The article was basically valid but I didn't find myself thinking "yes, I hate
those damn things as well." More like "well, that can be mildly inconvenient,
but wtf, nobody's dead yet." I use jQuery for AJAX and it's so easy I'm not
sure I even want it built in to Django.

------
niels
"Bonus question: How can you generate a form with same form elements multiple
(and variable number) times, ala what happens with edit_inline?"

That is very easy, just create multiple instances of the same form object, and
give a unique prefix argument to each instance. See this blog post for more
info: [http://www.pointy-stick.com/blog/2008/01/06/django-tip-
compl...](http://www.pointy-stick.com/blog/2008/01/06/django-tip-complex-
forms/)

------
mrtron

         6.This can only create a form with a fixed number of   
      fields. While there are ways to generate forms with  
      variable number of fields, (generate the Form class   
      programatically), they are not easy or well documented. 
      (Remind me to write such tutorial sometime.)
    

I don't know if there are many tutorials, but this is pretty trivial.
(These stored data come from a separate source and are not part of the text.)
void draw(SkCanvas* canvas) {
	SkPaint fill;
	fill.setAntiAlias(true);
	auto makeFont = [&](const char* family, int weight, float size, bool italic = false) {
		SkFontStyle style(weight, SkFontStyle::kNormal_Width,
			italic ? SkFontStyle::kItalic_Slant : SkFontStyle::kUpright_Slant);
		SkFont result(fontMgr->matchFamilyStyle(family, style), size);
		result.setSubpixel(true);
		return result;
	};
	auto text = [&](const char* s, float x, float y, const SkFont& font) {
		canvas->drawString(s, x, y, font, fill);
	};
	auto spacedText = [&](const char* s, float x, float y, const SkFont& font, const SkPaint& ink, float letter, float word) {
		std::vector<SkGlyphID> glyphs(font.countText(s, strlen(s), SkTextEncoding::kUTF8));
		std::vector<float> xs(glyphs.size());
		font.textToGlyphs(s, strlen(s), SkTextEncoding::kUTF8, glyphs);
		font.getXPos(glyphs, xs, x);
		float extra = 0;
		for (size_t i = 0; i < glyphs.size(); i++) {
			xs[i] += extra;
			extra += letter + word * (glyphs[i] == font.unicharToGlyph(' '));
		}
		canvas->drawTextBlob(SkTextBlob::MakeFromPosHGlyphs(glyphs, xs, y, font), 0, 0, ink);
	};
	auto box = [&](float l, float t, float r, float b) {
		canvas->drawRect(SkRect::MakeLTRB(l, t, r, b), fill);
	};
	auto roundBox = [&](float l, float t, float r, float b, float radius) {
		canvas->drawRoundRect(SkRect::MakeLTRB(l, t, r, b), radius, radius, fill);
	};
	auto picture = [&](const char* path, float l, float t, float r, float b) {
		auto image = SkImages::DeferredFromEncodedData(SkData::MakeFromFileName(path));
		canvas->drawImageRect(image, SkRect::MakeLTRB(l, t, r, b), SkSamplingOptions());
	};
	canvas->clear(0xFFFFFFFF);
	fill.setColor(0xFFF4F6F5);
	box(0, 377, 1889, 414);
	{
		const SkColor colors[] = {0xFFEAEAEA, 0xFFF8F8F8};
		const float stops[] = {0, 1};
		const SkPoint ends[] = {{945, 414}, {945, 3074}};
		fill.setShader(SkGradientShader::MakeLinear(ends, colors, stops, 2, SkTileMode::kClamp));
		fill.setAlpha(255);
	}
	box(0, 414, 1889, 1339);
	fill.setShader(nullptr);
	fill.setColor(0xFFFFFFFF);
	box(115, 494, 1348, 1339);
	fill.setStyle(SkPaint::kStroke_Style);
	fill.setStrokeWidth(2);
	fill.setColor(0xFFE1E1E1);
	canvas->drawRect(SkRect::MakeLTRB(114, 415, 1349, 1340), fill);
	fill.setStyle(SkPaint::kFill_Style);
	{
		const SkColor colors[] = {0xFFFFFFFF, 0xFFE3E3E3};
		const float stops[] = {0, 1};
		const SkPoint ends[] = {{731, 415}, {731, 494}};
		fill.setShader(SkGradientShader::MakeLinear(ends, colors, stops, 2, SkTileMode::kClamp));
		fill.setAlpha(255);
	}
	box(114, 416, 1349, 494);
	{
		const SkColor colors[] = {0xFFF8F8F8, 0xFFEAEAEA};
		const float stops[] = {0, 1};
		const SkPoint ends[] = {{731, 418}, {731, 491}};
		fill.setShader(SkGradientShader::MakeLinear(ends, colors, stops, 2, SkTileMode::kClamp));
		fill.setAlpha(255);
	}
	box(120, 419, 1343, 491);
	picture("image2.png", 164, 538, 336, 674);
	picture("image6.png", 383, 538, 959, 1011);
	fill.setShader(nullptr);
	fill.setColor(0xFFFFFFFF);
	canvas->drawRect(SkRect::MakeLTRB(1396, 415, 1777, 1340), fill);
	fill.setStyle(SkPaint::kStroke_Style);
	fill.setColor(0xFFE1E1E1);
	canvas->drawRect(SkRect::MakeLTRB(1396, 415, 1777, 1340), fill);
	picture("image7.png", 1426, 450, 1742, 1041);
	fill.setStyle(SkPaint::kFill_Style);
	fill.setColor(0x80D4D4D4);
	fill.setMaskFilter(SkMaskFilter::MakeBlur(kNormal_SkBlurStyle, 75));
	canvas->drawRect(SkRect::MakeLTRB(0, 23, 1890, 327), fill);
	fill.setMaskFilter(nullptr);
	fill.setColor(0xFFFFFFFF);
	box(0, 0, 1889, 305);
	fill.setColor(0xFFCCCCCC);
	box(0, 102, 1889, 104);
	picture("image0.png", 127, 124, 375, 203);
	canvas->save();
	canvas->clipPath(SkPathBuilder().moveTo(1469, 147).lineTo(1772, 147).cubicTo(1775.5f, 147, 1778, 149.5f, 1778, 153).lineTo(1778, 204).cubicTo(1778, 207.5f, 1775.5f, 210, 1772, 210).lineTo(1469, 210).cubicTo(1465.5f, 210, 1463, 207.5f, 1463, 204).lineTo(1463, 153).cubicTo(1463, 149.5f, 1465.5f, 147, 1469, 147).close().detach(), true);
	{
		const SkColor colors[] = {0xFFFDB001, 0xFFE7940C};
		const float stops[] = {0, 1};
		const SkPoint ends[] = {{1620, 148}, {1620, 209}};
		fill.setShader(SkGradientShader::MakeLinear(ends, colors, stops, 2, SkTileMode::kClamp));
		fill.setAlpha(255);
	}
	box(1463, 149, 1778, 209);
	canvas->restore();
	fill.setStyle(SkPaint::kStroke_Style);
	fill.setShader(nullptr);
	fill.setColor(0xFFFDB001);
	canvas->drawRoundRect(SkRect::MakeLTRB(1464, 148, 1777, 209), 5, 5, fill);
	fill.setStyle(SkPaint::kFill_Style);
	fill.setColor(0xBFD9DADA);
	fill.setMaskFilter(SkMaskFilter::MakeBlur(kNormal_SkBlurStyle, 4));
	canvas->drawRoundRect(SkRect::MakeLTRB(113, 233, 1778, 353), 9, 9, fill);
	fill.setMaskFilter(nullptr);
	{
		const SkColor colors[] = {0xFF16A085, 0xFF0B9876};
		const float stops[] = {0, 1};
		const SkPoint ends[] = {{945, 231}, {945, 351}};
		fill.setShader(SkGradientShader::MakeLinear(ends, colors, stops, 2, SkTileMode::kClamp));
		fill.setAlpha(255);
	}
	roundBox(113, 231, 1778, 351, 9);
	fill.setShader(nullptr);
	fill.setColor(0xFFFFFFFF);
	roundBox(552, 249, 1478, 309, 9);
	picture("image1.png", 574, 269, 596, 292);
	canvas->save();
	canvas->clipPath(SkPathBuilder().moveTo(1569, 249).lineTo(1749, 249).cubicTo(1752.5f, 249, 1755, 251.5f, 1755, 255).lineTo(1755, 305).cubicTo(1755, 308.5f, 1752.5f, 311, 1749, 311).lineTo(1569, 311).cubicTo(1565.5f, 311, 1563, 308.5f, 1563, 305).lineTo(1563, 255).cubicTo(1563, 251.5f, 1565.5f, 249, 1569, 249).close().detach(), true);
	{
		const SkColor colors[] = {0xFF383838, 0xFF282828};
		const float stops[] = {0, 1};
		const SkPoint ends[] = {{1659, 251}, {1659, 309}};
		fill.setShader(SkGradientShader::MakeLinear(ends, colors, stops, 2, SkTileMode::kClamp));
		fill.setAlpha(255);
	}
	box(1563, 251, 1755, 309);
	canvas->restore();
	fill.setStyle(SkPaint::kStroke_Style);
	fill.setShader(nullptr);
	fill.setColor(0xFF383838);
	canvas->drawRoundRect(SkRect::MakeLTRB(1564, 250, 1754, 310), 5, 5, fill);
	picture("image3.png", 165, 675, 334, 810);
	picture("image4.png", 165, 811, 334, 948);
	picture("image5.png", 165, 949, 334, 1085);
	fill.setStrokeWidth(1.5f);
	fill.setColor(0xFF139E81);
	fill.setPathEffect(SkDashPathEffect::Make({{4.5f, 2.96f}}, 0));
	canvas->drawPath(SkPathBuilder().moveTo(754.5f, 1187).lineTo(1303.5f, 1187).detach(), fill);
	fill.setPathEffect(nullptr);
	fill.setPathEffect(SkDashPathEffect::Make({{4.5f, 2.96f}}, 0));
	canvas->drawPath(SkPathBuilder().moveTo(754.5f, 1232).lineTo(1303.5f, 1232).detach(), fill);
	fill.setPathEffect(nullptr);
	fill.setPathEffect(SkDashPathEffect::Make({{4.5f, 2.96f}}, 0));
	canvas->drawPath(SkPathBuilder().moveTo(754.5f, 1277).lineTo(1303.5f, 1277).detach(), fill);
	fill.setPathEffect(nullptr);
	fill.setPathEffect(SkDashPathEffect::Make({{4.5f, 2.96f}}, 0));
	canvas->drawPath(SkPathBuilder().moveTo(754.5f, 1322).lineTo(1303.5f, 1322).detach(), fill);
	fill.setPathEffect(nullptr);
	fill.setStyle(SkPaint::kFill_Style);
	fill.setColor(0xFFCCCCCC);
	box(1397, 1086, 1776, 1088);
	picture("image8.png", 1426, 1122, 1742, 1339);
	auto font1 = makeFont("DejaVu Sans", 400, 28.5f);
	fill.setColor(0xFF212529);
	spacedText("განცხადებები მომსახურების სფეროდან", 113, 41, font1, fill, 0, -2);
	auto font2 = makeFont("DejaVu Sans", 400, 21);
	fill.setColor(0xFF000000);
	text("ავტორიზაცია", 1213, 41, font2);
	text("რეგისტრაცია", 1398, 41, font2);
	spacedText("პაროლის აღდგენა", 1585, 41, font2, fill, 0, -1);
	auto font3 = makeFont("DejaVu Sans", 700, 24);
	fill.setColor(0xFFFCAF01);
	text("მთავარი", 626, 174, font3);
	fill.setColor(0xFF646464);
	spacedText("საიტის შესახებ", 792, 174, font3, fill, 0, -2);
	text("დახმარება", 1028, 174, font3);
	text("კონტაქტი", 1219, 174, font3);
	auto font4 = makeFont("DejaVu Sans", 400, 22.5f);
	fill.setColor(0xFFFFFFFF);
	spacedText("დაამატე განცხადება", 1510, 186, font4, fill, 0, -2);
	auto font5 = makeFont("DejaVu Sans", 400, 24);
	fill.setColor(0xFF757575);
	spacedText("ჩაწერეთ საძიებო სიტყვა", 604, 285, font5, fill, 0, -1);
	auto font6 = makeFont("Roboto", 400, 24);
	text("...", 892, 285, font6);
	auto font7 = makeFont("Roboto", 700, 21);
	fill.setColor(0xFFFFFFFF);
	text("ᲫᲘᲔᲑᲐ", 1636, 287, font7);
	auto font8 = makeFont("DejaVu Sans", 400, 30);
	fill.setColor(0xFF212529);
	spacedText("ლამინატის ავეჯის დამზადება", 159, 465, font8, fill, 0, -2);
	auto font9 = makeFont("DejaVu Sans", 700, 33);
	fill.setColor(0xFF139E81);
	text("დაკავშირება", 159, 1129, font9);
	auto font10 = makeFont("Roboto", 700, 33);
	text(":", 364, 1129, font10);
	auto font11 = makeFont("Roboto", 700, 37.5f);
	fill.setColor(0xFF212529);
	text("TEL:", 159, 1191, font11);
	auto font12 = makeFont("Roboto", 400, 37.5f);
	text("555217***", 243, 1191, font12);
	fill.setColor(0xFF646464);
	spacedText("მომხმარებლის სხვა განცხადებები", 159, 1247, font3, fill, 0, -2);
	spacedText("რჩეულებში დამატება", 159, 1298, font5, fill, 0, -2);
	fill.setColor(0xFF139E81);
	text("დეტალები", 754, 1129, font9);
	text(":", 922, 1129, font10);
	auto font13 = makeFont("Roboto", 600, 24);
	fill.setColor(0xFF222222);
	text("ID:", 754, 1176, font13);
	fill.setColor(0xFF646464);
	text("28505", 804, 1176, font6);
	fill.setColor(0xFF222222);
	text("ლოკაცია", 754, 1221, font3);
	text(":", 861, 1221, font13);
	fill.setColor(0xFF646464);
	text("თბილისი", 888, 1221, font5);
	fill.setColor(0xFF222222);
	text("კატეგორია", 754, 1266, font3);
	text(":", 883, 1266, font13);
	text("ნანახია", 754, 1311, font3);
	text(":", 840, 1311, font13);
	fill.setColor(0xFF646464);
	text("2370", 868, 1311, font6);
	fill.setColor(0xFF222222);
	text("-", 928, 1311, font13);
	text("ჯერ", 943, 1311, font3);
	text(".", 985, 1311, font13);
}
The rest are valid points.

------
g00dn3ss
One of the biggest drawbacks for me is the crazy assumption that I should
check out directly from their repository and use whatever half baked thing
happens to be in there at the time. Sure, I can use the stable version but
then none of the plug-ins work. The whole Django website is built around the
assumption that I'm running directly from the repository.

------
evdawg
I think the author misses two of Django's biggest drawbacks (at least for me):

1\. Lack of migrations

2\. Poor REST support